Data Grid Snapshots

Data Grid Snapshots

This document describes the addition of a "snapshot" feature to the Synapse Grid services, and assumes the reader is familiar with the Synapse Grid implementation and its technical foundations. For more information, see Grid Implementation Using JSON Joy

Ticket:

PLFM-9307 - Getting issue details... STATUS

Background

When a new data grid replica is created, the replica gets up-to-date by receiving all patches that have been created for the grid, sequentially. A replica requests patch data by sending the hub a message containing its current clock data. The hub will use this clock data to identify the next patch to send to the client (if any exist).

As the grid document is updated and patches are created, the amount of time to load the grid data scales linearly with the number of patches. The time it takes to start a new replica and retrieve the latest data increases quickly, as this sequence occurs for each patch:

  1. The client sends a message (via WebSocket) to the hub

  2. The hub performs a database lookup to get the next patch

  3. The hub downloads the patch data from S3

  4. The hub sends the patch data to the client

This is inefficient, since later patches may render earlier patches ‘obsolete’, and does not scale to meet user performance expectations. We can introduce “snapshots” to provide a way to get a replica approximately up-to-date in one message.

In the future, we may also consider using snapshots as "restore points", which enable users to reset the grid session to a previous state.

Conceptual Design

For each grid session, Synapse will store 'snapshots'. A snapshot can be described with the following properties

  • The grid session's ID to which it belongs

  • ID (which must be unique at least within its grid session)

  • The date-time when the snapshot was created, and

  • The model data at that point in time.

Snapshots are automatically created by the system. A replica can use a snapshot to load a model more quickly than starting from patches. A user may also use a snapshot to 'rollback' the grid to an earlier state.

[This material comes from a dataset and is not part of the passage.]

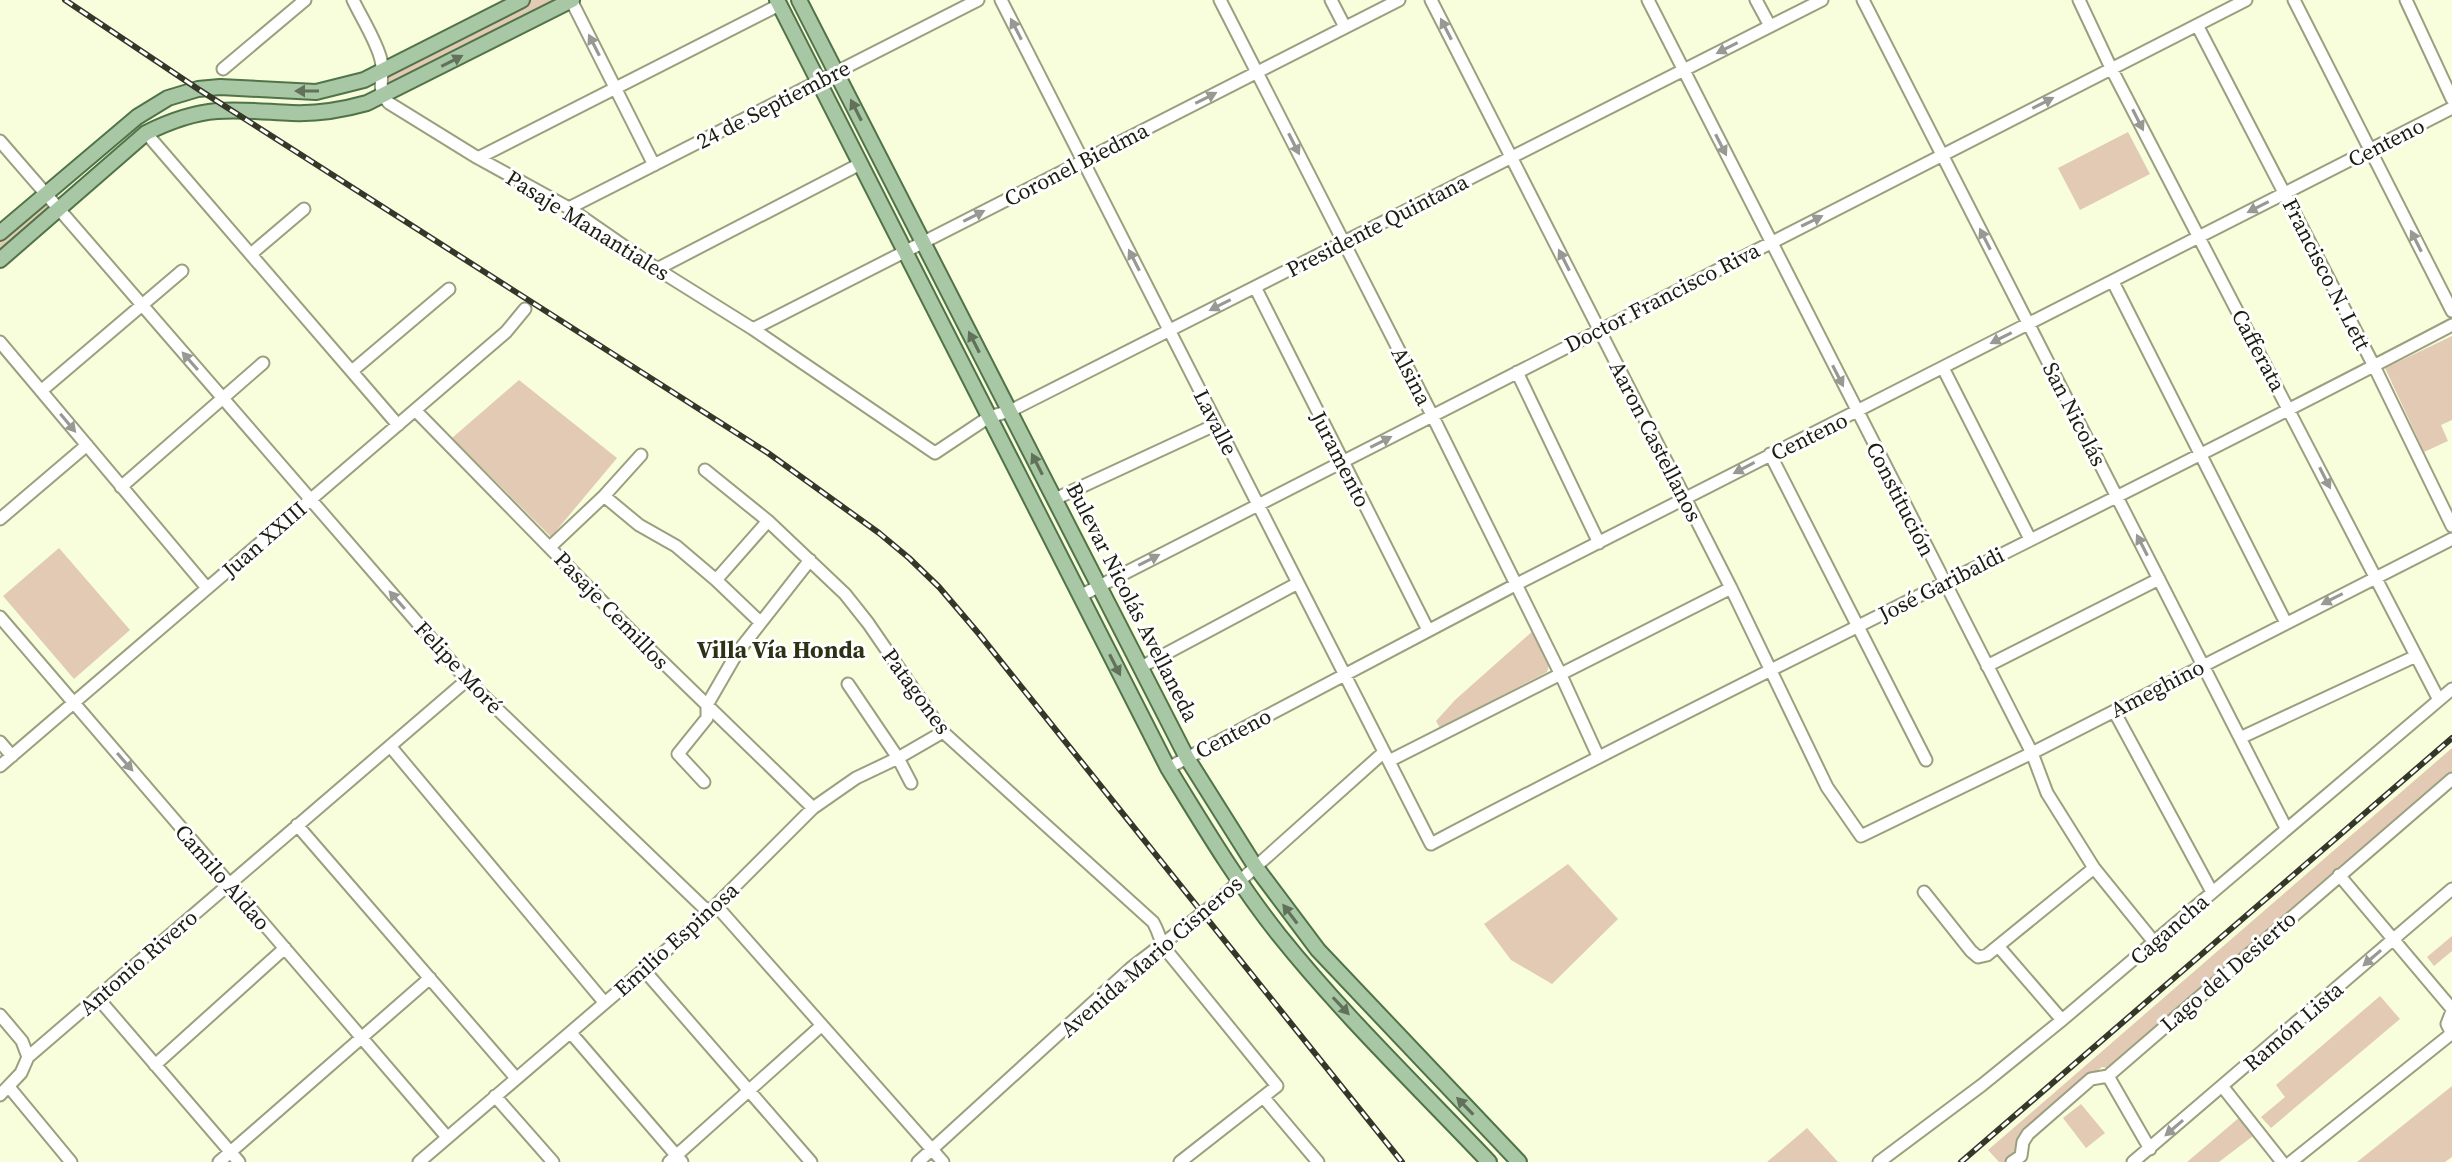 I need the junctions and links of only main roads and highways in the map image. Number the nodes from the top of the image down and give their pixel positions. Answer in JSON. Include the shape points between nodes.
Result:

The model data (the current state of a JSON CRDT model) can be serialized using the indexed binary encoding format described in the JSON CRDT specification. The json-joy library that the web client uses natively supports this encoding format. The encoded model can be saved to a file in S3, and a presigned URL for the file can be shared with clients to download and load the encoded model.

Replicas (including the internal replica) will be able to load the snapshot file to get close to an up-to-date state in one operation. Once a snapshot has been loaded, the replica can continue to receive patches to apply on top of the data loaded from a snapshot.

The system will always create a snapshot to initialize the grid session, and may periodically create snapshots as changes are made to the grid. The initial snapshot and any user-created snapshots will be preserved for the lifetime of the grid. Snapshots automatically created by the system will be pruned as they become stale.

Technical Design

Using the internal replica, Synapse can serialize the internal replica's data using the Indexed encoding format. We choose the indexed encoding because its format aligns with our current database representation of the grid data, and its flat structure does not require us to recursively build the model tree.

When a new grid is initialized, Synapse will create a snapshot including the initial grid data, which all replicas can load from. Synapse may periodically create new snapshots to ensure new replicas can connect quickly regardless of the number of patches that have been applied over the lifetime of the session (

PLFM-9465 - Getting issue details... STATUS
).

Communication

We must update our grid communication protocol to support usage of snapshots.

Loading a new replica from a snapshot

Today, a replica may request new patches with a synchronize-clock message. Using the clock provided by the replica, the server responds with a patch:

Request: [1, 25, "synchronize-clock", <current-replica-clock-arr> ] Response: [1, 25, "patch", <patch-content> ]`

We will update the body of the message to be a JSON object which can indicate the type of the response:

{"type":"patch","body":<patch-contents>}

If the current_replica_clock_arr is an empty array (that is, the replica has not loaded any data), the server will respond with a 'snapshot' message, where the body property is a presigned URL to the snapshot file.

Response: [1, 25, "snapshot", {"type":"snapshot","body":<s3-presigned-url>}}]

Replicas that have data

If the synchronize-clock message is sent with clock data (i.e. the replica has already loaded data from patches or a snapshot), the client will receive patches to get up-to-date. Other than the change to the message format, this behavior is unchanged.